■ Exercise objective: Would you go through the records below and copy each line with the string "down"?
-------------------------
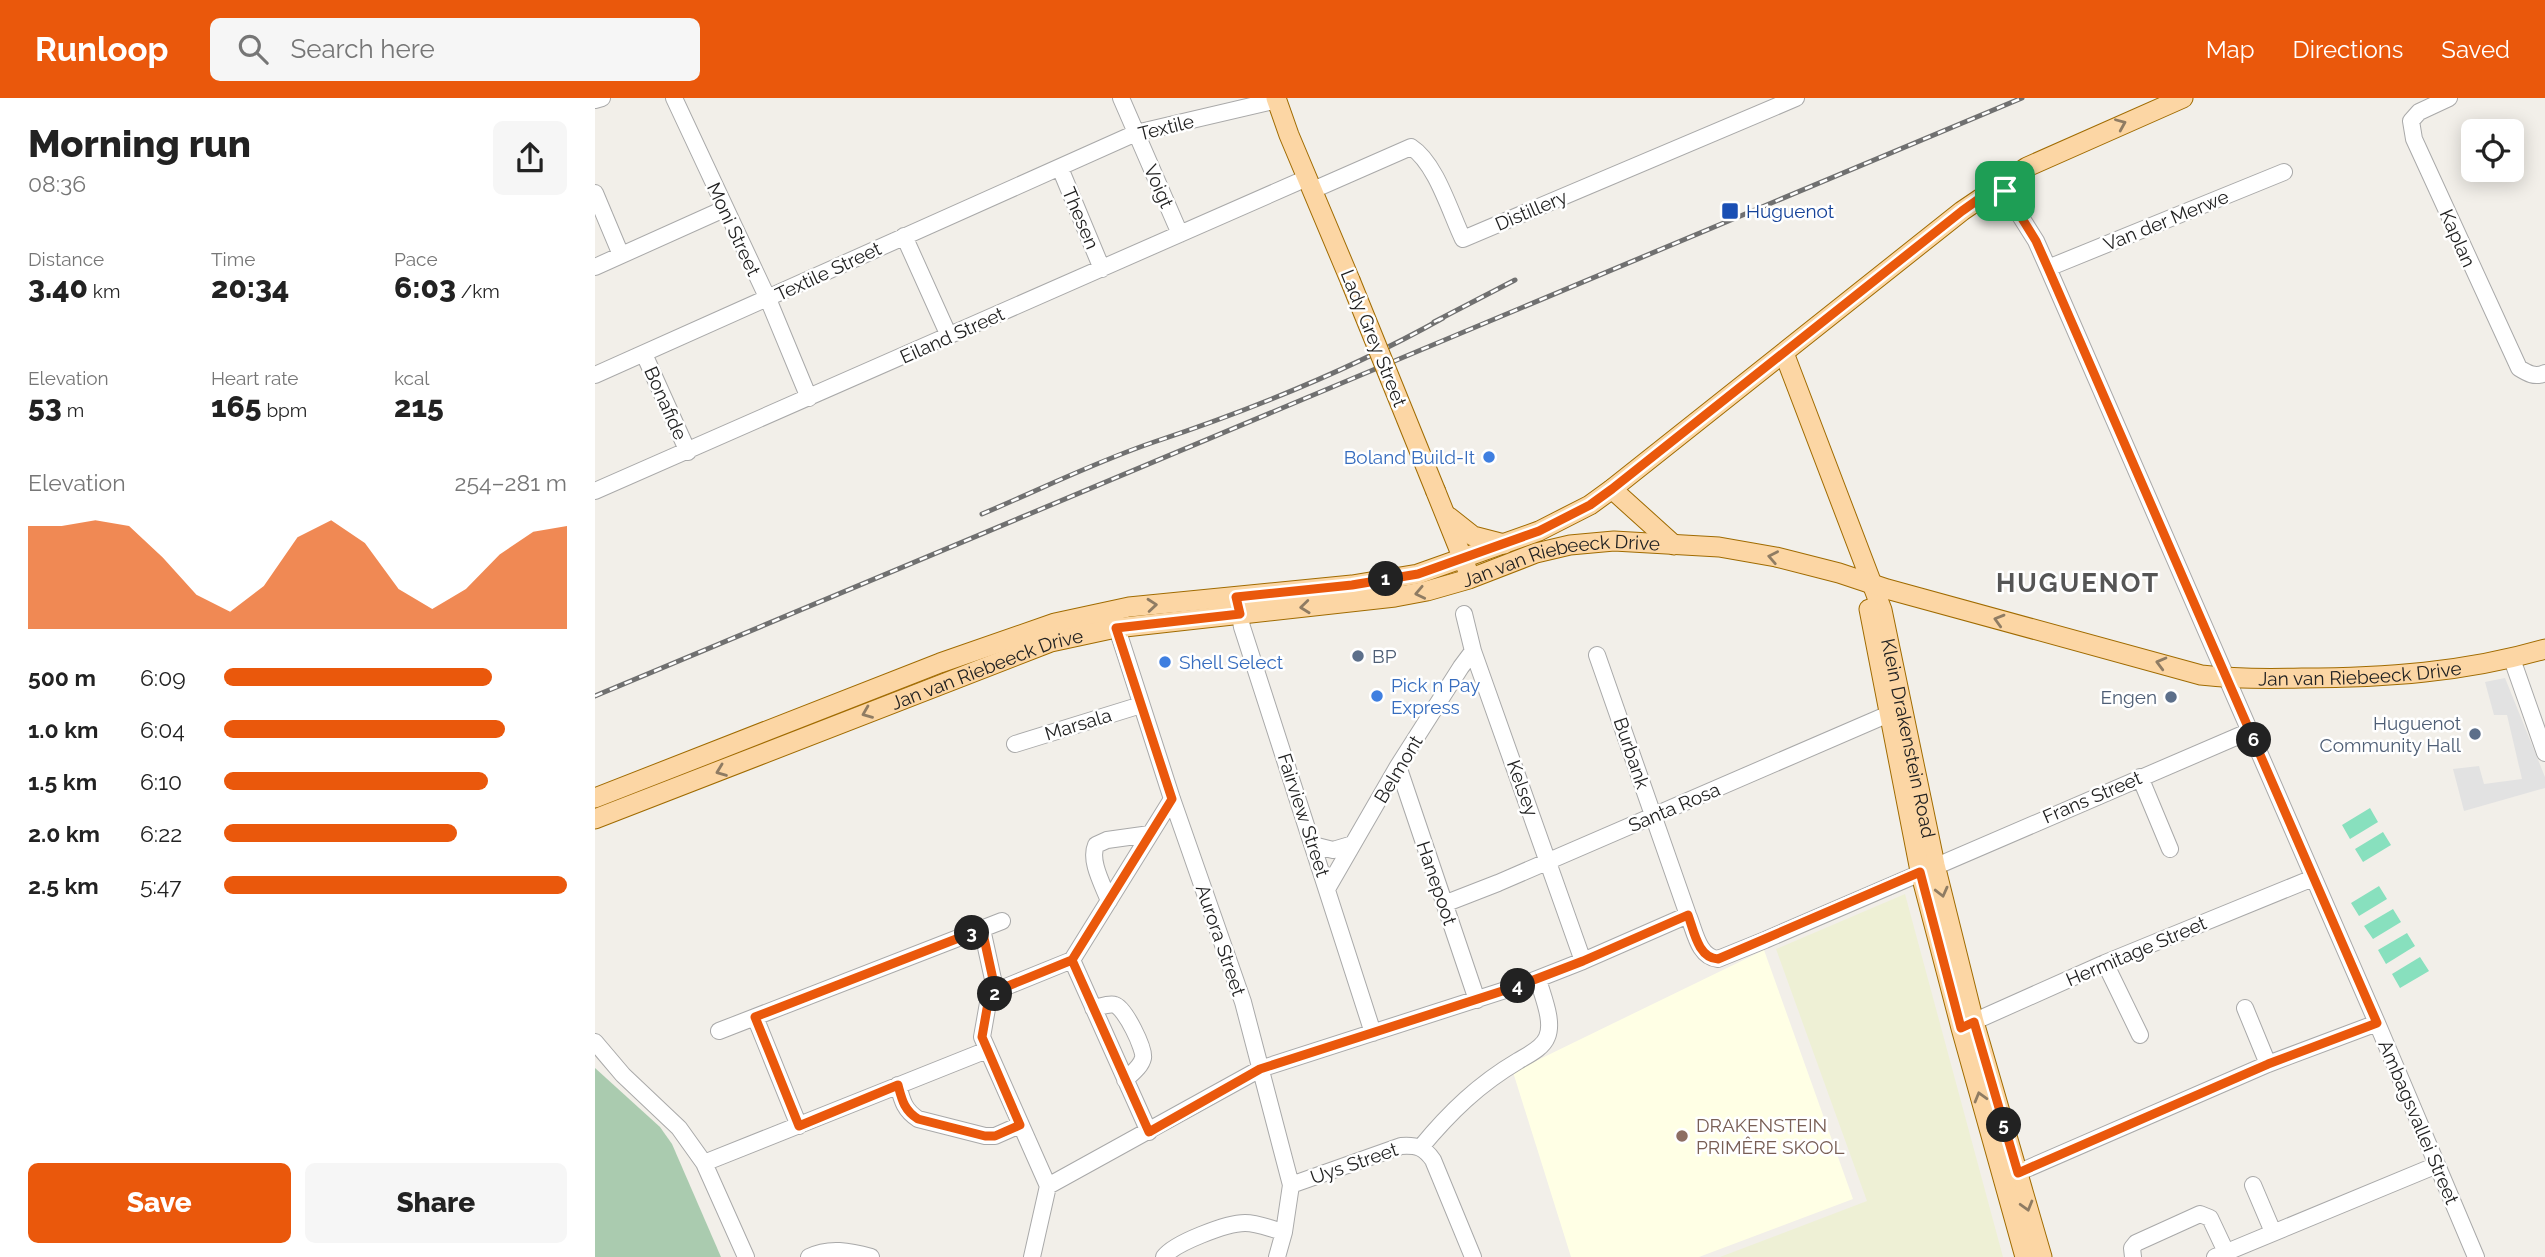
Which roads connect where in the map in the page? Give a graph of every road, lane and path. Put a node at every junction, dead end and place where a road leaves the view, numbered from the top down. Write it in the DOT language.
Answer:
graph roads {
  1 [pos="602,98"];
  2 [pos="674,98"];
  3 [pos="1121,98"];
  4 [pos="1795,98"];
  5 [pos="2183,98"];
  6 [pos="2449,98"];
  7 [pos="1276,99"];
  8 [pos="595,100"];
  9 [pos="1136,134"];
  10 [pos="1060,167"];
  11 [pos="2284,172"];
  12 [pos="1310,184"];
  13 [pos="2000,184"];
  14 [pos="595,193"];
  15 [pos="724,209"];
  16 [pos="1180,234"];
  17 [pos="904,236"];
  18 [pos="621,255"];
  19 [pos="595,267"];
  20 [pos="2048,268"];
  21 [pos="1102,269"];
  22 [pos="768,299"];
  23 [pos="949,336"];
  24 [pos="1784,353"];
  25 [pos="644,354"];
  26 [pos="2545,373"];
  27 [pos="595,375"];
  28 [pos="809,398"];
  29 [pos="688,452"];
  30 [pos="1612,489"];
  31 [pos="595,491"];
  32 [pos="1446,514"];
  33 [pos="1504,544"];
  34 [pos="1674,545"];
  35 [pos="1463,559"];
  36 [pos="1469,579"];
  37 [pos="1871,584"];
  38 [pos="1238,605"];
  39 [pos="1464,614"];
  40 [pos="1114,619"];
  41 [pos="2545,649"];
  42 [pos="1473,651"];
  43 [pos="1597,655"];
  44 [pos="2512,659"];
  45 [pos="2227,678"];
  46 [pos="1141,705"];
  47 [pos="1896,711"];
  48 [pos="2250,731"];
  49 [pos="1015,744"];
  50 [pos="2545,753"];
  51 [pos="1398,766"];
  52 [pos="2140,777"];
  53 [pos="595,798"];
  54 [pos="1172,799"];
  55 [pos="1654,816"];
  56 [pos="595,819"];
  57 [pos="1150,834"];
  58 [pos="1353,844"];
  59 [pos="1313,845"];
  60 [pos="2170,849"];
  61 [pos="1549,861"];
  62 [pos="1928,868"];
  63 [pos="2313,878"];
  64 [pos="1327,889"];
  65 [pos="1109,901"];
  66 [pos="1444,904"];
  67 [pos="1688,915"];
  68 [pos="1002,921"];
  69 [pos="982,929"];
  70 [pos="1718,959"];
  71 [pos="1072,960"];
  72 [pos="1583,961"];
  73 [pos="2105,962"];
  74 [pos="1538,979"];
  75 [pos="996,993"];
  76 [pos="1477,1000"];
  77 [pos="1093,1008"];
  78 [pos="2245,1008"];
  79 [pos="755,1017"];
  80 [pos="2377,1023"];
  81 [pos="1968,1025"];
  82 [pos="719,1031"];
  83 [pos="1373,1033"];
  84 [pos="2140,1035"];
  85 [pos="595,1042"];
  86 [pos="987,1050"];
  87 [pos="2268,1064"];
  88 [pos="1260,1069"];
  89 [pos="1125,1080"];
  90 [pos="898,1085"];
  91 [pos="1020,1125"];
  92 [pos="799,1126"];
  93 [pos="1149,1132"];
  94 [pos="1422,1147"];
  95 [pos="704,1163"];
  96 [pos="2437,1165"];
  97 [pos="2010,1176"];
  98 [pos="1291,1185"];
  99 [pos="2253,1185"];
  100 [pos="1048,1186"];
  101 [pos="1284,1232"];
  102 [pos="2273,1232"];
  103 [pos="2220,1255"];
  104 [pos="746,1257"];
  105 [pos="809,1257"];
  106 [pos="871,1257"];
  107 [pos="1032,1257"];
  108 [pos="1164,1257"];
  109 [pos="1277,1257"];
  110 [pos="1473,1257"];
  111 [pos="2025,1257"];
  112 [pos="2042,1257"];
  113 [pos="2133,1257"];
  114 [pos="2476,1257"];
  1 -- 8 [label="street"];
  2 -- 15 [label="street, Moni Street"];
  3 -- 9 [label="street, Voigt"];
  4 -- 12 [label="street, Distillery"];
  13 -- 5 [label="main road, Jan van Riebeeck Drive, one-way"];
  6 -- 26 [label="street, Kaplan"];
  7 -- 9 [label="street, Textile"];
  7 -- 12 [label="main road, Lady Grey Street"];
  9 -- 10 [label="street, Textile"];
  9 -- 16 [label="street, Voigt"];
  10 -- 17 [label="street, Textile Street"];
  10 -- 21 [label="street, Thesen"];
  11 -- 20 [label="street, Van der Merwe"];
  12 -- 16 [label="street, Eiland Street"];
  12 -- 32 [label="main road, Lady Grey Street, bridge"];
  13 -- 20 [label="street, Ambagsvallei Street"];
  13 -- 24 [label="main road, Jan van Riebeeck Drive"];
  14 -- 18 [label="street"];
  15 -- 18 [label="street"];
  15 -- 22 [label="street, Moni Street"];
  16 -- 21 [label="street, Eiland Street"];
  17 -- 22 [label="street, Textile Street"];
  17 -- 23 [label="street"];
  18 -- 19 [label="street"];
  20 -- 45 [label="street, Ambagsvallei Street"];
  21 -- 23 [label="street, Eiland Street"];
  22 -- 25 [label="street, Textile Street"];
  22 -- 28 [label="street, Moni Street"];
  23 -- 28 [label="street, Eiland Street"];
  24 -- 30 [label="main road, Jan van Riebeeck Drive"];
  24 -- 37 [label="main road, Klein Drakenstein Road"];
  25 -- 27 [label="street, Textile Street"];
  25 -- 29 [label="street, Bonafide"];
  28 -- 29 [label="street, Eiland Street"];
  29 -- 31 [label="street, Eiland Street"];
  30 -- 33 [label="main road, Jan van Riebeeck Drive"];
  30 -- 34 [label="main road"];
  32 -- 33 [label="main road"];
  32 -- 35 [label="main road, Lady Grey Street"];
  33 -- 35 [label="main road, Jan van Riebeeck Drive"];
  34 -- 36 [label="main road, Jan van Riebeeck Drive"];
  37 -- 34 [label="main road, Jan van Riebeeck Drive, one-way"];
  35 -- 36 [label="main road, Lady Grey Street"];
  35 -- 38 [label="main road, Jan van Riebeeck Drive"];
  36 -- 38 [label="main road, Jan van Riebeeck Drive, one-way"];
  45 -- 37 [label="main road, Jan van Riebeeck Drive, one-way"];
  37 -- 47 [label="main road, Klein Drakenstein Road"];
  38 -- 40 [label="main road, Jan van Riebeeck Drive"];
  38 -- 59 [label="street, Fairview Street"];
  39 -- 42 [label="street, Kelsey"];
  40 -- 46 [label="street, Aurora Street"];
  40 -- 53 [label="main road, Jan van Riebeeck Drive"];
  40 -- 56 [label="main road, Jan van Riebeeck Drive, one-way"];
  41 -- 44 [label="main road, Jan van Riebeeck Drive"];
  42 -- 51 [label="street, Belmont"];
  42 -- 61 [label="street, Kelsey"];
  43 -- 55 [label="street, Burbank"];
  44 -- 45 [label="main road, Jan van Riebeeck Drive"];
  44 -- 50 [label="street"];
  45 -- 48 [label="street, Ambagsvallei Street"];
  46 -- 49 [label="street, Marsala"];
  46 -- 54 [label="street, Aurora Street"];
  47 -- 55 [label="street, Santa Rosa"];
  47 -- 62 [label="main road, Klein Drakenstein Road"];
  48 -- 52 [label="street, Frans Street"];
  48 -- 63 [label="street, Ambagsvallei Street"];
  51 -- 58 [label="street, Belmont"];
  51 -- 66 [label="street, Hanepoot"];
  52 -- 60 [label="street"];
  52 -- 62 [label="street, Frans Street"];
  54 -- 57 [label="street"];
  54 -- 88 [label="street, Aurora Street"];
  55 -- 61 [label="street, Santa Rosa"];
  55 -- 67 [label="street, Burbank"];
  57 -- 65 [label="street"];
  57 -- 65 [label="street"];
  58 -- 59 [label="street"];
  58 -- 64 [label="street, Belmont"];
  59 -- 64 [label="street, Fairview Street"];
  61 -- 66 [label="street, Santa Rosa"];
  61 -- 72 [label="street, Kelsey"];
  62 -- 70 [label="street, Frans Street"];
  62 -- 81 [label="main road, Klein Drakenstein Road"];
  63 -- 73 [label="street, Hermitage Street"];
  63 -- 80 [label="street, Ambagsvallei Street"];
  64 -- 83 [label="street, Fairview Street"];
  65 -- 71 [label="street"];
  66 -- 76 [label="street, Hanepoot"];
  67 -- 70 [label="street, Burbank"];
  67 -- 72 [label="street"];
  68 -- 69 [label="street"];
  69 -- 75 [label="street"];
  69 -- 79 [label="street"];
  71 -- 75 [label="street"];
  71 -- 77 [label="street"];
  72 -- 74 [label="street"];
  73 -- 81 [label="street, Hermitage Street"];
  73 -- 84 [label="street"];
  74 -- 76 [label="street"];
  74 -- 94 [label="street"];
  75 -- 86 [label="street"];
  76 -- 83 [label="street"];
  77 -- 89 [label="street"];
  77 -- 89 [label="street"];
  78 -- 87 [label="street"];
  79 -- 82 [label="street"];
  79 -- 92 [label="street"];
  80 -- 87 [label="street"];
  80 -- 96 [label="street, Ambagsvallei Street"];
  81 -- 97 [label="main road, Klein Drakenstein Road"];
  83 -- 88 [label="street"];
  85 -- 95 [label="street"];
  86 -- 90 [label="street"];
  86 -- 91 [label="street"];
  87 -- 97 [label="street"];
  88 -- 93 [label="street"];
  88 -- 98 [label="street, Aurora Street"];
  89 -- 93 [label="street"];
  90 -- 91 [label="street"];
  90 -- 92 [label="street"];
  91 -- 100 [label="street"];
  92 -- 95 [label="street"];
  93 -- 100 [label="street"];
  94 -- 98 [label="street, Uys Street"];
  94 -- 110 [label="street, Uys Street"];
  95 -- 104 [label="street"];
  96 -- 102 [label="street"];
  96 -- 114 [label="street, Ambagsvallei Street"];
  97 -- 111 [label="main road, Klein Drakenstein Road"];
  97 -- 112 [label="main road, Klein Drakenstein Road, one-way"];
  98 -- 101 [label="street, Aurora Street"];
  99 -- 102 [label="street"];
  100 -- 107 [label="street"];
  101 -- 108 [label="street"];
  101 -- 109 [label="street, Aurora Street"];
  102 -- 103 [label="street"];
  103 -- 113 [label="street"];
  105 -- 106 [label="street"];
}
-------------------------
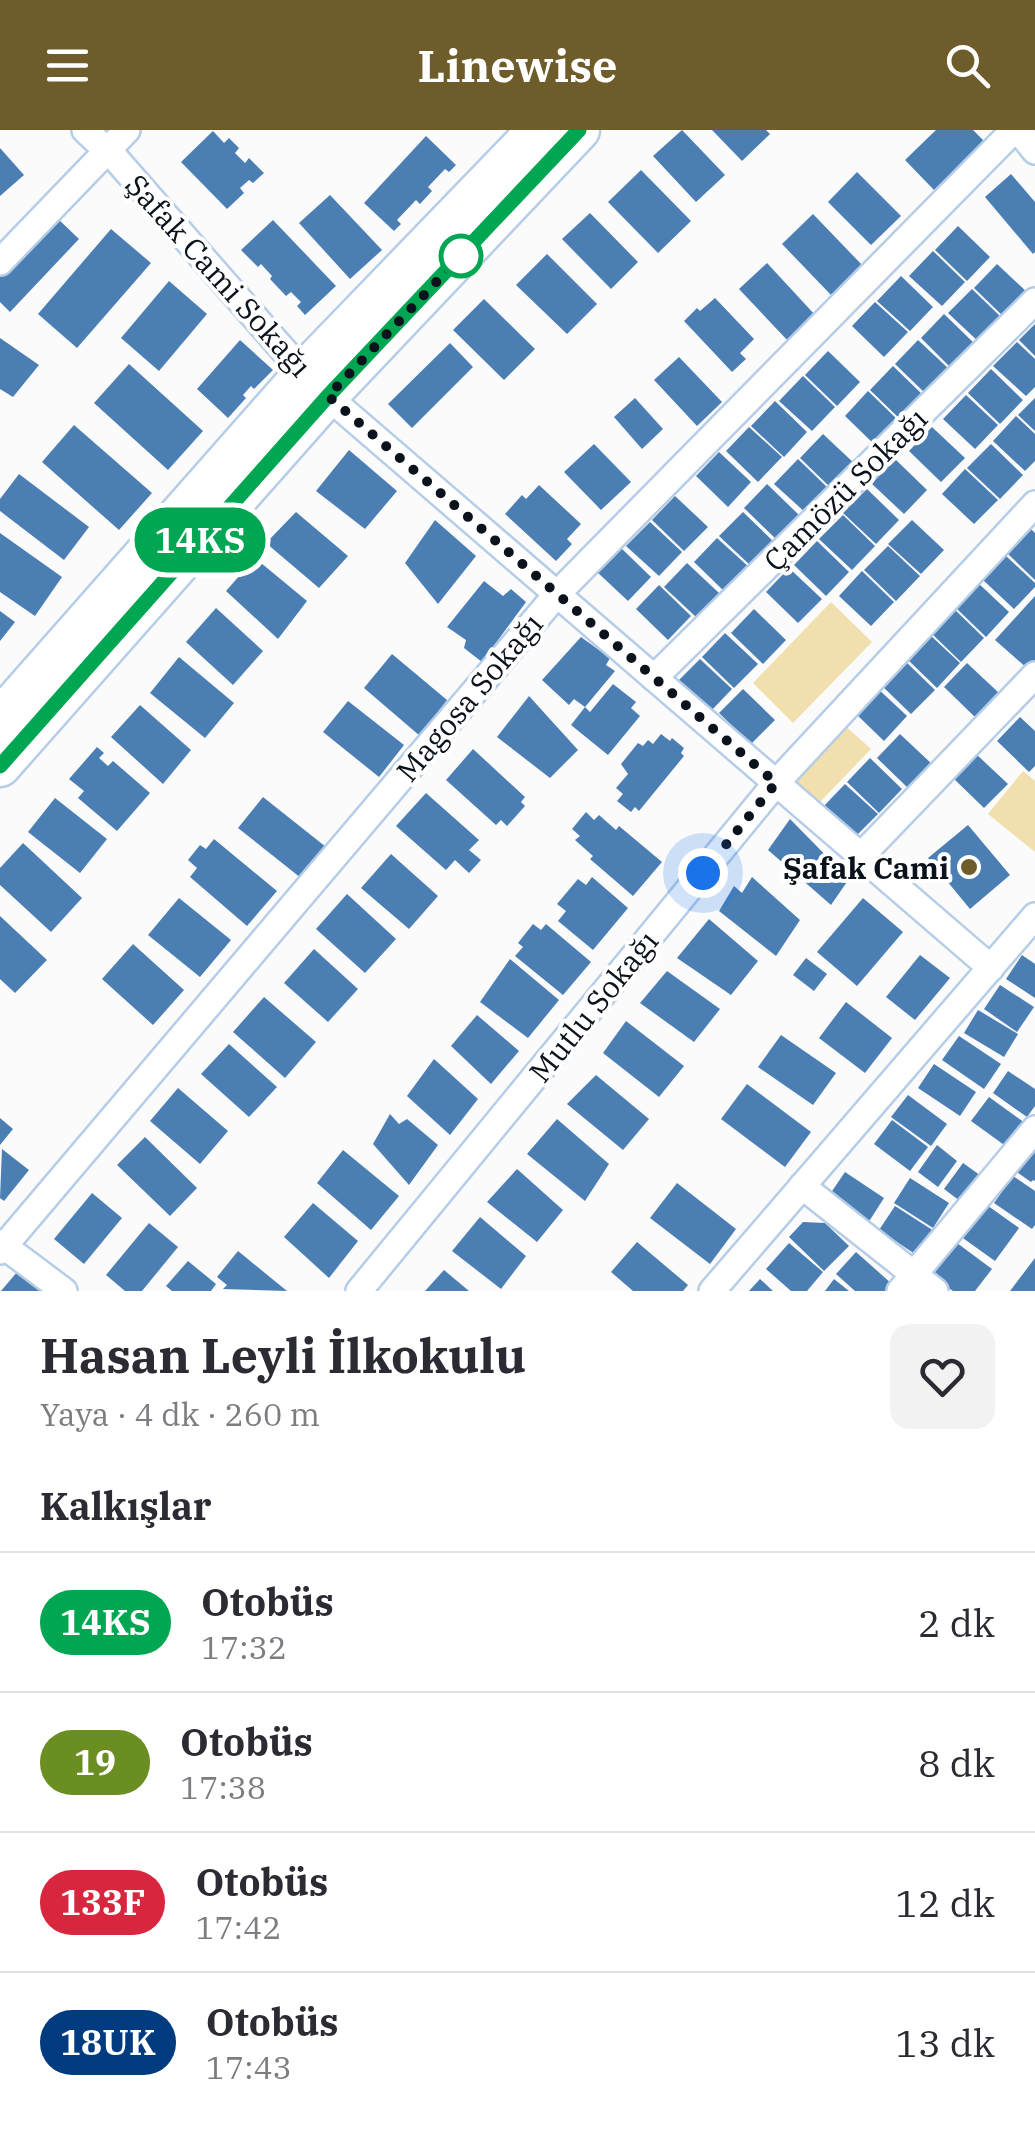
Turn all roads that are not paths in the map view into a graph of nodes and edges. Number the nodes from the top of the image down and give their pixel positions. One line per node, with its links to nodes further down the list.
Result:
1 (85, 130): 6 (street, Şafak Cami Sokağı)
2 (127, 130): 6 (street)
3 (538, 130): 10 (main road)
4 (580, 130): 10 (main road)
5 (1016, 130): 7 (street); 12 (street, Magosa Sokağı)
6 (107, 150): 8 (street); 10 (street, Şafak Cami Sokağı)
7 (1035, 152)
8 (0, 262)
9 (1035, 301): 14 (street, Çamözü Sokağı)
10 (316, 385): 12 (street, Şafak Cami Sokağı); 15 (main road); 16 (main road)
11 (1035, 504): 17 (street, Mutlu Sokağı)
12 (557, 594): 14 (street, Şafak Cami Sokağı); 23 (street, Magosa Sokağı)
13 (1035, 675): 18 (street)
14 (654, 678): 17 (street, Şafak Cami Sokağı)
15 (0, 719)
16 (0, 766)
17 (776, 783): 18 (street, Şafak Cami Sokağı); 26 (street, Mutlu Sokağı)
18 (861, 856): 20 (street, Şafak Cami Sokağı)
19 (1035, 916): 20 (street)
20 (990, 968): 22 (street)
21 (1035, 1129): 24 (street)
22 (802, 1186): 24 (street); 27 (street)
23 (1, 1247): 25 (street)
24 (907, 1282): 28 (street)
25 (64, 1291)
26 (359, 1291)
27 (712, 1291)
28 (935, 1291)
-------------------------
■ Answer to the problem:
Which roads connect where in the map in the page? Give a graph of every road, lane and path. Put a node at every junction, dead end and place where a road leaves the view, numbered from the top down. Write it in the DOT language.
Turn all roads that are not paths in the map view into a graph of nodes and edges. Number the nodes from the top of the image down and give their pixel positions. One line per node, with its links to nodes further down the list.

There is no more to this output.